Living was all winding around and doubling back.
that is a pretty good encapsulation of the shape of the novel – there are recurrences and mirroring, which give the reader pause, but again – to no thematic purpose.
my problems with the book were mostly in the details. the tone of the book was great, and the message that stood out most clearly to me in all the chaos was the way that the violence of this world leeches in and taints even the most innocent, and that this is what we call survival.

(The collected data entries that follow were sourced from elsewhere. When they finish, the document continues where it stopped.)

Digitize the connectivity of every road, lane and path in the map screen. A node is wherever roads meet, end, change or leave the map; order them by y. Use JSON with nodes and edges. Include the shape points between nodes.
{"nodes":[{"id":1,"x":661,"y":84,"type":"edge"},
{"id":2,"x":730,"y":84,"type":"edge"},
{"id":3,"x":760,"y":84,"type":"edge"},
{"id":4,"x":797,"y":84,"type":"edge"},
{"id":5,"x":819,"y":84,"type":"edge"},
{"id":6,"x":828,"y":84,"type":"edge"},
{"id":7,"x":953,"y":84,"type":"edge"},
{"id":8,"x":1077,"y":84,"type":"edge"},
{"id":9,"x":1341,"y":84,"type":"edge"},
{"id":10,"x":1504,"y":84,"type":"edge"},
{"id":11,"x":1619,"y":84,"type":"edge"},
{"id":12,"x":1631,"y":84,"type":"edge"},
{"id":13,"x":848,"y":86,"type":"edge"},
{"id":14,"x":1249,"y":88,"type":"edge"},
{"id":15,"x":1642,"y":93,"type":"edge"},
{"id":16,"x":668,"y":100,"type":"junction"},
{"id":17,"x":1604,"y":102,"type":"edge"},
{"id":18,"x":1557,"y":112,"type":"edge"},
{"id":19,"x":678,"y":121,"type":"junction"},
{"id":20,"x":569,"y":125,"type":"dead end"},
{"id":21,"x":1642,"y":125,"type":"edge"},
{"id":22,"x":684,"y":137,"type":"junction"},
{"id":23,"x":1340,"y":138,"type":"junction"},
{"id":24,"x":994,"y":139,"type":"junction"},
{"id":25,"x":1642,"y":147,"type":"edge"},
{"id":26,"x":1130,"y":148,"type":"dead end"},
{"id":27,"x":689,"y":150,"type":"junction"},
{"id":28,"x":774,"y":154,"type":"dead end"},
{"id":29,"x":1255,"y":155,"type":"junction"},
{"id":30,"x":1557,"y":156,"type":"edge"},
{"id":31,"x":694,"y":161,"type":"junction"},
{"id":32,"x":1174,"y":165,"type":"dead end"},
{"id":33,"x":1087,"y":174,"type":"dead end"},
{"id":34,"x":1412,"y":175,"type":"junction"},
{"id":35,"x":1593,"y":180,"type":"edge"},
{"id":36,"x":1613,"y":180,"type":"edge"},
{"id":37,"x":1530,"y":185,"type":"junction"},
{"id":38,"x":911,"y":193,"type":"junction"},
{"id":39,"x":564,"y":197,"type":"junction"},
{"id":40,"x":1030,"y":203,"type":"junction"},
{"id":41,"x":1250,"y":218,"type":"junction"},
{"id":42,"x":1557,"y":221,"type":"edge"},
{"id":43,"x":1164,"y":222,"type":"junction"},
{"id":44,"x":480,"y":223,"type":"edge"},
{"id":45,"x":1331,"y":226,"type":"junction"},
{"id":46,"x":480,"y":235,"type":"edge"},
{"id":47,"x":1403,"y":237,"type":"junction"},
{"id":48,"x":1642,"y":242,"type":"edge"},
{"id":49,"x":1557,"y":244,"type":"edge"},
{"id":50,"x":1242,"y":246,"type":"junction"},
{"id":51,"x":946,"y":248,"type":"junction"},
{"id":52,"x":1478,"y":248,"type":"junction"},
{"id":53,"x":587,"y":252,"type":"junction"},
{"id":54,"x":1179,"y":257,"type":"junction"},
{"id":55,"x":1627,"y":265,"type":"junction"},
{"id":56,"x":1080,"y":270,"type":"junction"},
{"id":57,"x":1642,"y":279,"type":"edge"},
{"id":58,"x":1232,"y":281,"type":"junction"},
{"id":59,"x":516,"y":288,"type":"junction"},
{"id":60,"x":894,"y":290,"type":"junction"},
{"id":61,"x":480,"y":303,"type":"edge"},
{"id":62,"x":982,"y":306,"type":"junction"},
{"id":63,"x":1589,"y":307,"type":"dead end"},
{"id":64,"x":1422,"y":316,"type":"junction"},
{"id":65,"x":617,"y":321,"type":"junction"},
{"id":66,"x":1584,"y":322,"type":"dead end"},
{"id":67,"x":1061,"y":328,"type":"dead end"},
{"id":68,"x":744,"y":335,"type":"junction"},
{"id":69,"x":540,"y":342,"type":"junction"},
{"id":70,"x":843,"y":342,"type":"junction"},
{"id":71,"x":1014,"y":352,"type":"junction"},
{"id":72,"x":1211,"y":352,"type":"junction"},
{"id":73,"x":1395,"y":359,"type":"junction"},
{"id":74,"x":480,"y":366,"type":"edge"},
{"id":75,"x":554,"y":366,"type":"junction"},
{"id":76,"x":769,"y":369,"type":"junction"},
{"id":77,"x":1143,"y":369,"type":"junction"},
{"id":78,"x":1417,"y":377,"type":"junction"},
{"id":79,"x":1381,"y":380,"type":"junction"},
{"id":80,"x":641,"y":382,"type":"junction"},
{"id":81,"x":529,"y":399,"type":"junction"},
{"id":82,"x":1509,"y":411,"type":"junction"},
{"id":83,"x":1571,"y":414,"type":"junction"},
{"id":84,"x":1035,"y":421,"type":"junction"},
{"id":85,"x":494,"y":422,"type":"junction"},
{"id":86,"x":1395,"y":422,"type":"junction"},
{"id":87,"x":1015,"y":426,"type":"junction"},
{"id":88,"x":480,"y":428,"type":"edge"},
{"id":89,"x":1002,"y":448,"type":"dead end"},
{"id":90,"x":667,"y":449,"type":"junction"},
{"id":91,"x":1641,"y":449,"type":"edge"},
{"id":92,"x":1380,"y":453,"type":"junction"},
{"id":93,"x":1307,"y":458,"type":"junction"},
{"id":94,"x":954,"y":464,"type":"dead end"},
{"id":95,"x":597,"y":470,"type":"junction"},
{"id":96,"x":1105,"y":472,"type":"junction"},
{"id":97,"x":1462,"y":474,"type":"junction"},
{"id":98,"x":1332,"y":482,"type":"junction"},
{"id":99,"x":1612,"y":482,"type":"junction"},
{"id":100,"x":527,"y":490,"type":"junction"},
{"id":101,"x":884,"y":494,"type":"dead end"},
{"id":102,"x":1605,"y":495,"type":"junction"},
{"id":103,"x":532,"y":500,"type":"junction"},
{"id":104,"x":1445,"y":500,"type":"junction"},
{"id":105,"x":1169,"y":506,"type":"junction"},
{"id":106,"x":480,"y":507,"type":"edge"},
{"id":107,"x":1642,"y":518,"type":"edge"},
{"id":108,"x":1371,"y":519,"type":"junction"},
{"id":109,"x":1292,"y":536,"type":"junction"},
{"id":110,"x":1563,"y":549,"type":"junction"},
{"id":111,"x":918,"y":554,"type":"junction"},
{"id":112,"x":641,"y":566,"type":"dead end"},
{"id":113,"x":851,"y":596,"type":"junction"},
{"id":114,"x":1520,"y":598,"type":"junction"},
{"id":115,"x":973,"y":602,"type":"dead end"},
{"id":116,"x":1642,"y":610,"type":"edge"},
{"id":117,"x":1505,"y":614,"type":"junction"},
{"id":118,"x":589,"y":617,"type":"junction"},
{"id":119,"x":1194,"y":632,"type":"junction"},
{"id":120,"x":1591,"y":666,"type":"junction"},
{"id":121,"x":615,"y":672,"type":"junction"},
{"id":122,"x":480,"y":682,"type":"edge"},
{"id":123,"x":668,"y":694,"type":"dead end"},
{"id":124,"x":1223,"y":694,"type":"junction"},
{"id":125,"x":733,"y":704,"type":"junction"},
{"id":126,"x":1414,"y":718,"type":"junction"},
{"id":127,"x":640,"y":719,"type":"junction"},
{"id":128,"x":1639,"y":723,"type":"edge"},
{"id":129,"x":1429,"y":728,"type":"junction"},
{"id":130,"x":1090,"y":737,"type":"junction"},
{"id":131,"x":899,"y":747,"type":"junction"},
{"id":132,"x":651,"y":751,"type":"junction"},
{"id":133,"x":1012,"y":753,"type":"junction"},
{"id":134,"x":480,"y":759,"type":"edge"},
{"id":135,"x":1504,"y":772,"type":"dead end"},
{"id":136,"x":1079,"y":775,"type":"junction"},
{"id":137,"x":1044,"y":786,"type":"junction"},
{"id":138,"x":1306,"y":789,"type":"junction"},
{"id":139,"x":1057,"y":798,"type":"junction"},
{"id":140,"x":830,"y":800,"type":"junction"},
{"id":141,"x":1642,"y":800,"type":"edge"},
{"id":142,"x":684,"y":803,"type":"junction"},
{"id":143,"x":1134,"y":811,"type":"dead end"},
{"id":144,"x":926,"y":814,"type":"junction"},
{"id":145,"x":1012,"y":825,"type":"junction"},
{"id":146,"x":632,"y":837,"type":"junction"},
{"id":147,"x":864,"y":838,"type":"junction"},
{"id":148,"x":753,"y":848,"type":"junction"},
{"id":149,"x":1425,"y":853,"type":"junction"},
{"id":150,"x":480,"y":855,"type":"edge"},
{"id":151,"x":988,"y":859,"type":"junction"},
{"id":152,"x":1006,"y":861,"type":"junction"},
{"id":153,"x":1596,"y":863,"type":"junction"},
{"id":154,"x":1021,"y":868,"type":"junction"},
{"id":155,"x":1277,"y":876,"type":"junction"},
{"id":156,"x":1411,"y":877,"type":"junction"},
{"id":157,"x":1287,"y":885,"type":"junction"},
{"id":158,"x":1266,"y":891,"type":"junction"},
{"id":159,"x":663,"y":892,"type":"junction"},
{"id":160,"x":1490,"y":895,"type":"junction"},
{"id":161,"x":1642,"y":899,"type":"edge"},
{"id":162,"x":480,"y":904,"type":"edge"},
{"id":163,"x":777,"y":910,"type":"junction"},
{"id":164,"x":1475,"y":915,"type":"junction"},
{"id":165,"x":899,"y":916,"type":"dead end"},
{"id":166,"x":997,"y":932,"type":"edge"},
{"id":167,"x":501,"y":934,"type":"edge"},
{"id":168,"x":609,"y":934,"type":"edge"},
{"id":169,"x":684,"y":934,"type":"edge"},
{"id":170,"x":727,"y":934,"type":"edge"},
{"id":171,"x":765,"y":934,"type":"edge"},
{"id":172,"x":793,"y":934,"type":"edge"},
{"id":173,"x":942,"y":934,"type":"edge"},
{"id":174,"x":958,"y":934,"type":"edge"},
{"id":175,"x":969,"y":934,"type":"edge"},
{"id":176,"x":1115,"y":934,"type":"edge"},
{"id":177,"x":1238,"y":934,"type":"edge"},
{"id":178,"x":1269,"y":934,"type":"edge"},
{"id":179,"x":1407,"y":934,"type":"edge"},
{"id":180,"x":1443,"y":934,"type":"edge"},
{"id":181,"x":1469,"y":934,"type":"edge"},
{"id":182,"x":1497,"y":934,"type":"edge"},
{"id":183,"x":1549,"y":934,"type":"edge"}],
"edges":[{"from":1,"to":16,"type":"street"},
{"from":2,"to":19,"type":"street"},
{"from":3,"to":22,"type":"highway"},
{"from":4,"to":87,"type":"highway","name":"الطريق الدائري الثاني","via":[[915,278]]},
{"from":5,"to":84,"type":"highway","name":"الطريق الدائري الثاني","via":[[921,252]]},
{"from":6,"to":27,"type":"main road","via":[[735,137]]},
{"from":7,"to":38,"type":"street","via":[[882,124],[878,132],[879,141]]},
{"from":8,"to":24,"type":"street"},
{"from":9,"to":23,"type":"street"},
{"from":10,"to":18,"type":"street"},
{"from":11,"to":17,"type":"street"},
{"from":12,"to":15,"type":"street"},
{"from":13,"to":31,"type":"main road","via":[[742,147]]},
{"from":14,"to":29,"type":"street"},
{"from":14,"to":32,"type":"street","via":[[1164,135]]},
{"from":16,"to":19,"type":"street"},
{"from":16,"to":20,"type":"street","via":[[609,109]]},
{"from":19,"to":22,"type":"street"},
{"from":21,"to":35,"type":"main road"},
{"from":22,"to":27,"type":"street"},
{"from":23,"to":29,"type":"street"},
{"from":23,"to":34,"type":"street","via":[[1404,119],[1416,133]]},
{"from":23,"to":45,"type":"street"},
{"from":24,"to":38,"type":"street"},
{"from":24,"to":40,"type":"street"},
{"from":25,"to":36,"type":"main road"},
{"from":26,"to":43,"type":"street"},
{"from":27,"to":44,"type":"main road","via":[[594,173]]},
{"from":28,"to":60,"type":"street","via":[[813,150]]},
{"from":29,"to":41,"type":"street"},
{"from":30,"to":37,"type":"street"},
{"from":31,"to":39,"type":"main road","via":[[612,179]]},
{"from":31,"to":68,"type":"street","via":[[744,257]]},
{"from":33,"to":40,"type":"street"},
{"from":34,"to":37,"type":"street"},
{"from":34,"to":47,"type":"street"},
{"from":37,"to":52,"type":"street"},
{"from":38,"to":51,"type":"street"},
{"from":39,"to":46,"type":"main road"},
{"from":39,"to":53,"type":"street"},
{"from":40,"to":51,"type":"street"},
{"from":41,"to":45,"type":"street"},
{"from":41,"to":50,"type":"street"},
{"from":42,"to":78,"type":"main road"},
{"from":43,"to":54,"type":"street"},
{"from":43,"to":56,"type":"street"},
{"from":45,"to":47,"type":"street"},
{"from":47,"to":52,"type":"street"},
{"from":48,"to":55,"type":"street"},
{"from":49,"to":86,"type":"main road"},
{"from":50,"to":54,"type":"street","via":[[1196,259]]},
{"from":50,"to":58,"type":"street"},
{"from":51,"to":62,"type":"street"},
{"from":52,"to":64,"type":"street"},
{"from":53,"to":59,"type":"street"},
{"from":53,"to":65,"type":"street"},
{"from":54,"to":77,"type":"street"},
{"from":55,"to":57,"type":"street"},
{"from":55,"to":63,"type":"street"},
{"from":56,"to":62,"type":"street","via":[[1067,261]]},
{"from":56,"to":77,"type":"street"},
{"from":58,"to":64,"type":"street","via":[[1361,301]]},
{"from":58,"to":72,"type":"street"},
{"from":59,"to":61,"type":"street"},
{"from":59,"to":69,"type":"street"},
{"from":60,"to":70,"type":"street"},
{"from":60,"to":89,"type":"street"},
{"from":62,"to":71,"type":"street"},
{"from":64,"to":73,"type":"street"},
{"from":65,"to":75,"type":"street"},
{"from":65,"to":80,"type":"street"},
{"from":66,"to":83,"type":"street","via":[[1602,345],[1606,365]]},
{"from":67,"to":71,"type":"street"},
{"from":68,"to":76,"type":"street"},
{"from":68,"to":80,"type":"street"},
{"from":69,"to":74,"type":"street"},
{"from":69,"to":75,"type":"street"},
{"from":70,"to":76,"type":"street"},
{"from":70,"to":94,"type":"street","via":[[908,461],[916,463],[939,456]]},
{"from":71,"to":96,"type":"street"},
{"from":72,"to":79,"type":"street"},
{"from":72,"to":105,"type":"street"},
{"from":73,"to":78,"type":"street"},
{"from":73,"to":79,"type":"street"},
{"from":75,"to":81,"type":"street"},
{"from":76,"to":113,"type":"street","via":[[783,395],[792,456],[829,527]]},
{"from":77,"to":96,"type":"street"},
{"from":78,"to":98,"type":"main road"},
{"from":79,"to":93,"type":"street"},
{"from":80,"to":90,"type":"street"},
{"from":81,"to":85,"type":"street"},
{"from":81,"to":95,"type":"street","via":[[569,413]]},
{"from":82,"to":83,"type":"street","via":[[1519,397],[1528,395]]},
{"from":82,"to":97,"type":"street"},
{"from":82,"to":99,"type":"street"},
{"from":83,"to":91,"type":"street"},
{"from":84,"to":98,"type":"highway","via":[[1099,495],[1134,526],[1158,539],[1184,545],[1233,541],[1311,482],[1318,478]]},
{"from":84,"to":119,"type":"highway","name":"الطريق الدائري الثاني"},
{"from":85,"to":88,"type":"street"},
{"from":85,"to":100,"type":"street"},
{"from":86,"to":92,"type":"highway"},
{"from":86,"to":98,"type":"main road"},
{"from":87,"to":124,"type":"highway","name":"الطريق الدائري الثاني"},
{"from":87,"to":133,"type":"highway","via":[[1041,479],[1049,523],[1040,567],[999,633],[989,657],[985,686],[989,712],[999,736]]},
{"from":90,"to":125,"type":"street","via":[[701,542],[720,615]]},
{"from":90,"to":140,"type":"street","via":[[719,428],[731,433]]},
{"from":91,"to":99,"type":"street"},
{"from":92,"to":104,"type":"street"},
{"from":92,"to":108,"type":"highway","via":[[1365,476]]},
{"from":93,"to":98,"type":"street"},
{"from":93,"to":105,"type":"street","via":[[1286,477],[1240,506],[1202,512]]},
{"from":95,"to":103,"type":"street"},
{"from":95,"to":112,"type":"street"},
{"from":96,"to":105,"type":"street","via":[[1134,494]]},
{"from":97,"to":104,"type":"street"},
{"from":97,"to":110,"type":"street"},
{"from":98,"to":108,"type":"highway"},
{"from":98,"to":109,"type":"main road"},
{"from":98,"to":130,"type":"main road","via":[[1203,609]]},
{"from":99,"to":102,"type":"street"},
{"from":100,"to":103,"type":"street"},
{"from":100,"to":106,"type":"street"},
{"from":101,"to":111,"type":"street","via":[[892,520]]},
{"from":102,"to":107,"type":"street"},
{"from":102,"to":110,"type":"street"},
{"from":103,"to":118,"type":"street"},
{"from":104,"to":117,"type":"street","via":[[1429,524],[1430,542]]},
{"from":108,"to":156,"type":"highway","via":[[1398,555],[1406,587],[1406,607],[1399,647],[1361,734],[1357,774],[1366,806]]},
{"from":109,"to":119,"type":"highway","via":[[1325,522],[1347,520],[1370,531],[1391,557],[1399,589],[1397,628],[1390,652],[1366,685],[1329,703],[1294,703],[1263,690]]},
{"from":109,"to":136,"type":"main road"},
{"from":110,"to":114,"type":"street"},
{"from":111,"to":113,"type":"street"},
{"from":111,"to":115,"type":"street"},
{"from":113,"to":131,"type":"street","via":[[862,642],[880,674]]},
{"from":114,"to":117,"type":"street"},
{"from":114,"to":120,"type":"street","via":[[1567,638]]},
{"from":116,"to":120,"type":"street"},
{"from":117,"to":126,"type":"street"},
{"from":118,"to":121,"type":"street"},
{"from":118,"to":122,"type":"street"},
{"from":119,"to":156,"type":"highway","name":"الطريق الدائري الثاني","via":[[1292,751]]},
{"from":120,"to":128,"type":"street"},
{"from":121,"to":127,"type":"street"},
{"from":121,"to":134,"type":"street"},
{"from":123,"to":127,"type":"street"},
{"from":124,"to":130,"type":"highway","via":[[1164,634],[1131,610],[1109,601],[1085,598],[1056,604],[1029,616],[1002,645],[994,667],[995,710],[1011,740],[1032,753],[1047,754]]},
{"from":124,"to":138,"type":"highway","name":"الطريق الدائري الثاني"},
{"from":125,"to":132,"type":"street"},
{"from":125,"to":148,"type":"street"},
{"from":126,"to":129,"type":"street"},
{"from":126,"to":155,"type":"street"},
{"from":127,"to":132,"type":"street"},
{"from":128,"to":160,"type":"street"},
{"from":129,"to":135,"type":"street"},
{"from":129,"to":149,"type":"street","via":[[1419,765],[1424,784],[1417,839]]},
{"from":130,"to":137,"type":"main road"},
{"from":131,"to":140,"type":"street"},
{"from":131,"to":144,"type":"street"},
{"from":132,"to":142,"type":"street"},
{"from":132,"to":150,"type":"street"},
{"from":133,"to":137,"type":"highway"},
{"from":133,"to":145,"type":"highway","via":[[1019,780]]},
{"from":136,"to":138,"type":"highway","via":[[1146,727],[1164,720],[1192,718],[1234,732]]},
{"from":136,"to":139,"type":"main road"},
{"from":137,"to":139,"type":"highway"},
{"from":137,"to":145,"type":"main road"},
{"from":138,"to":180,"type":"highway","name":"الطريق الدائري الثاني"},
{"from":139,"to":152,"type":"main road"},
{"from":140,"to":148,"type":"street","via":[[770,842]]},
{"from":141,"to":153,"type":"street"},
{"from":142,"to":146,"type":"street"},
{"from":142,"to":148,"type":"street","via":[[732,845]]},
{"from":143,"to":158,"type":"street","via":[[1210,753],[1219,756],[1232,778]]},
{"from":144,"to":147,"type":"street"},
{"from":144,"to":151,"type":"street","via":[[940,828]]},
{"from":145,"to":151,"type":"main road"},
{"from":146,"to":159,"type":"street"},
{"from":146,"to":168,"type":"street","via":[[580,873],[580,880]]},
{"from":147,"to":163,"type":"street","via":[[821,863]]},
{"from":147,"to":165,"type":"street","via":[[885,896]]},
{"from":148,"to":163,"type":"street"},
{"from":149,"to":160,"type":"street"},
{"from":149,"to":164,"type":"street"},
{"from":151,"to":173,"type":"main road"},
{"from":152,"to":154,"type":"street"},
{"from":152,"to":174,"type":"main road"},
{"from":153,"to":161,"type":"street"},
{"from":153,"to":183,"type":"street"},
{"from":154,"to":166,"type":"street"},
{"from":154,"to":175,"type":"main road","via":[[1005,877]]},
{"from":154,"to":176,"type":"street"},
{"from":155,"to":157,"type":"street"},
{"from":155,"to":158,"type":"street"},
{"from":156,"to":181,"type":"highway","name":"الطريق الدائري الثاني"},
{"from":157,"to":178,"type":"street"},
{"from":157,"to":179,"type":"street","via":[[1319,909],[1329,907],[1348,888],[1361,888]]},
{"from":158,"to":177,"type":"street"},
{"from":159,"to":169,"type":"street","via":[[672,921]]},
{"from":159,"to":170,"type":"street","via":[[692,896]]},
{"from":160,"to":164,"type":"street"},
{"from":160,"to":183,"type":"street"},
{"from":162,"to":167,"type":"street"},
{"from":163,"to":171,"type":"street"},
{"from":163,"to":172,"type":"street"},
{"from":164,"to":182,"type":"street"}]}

that most innocent character is bird – he’s a tabula rasa that arrives into the narrative naked and amnesiac without even fingerprints and he becomes shaped by his experiences and his victimization – hardened by the violent necessities of this world from a sweet kid who can’t even manage to kill a bird (in a really reader-squirmy scene) into a force for vengeance that will continue and contribute to this cycle of inevitable violence.
one of the novel’s central images stands in well for my overall feelings towards the book – a charred spiral staircase, all that remains in the middle of a burned-down town – it’s a beautiful and twisted thing in the center of chaos and destruction, but it ultimately goes nowhere.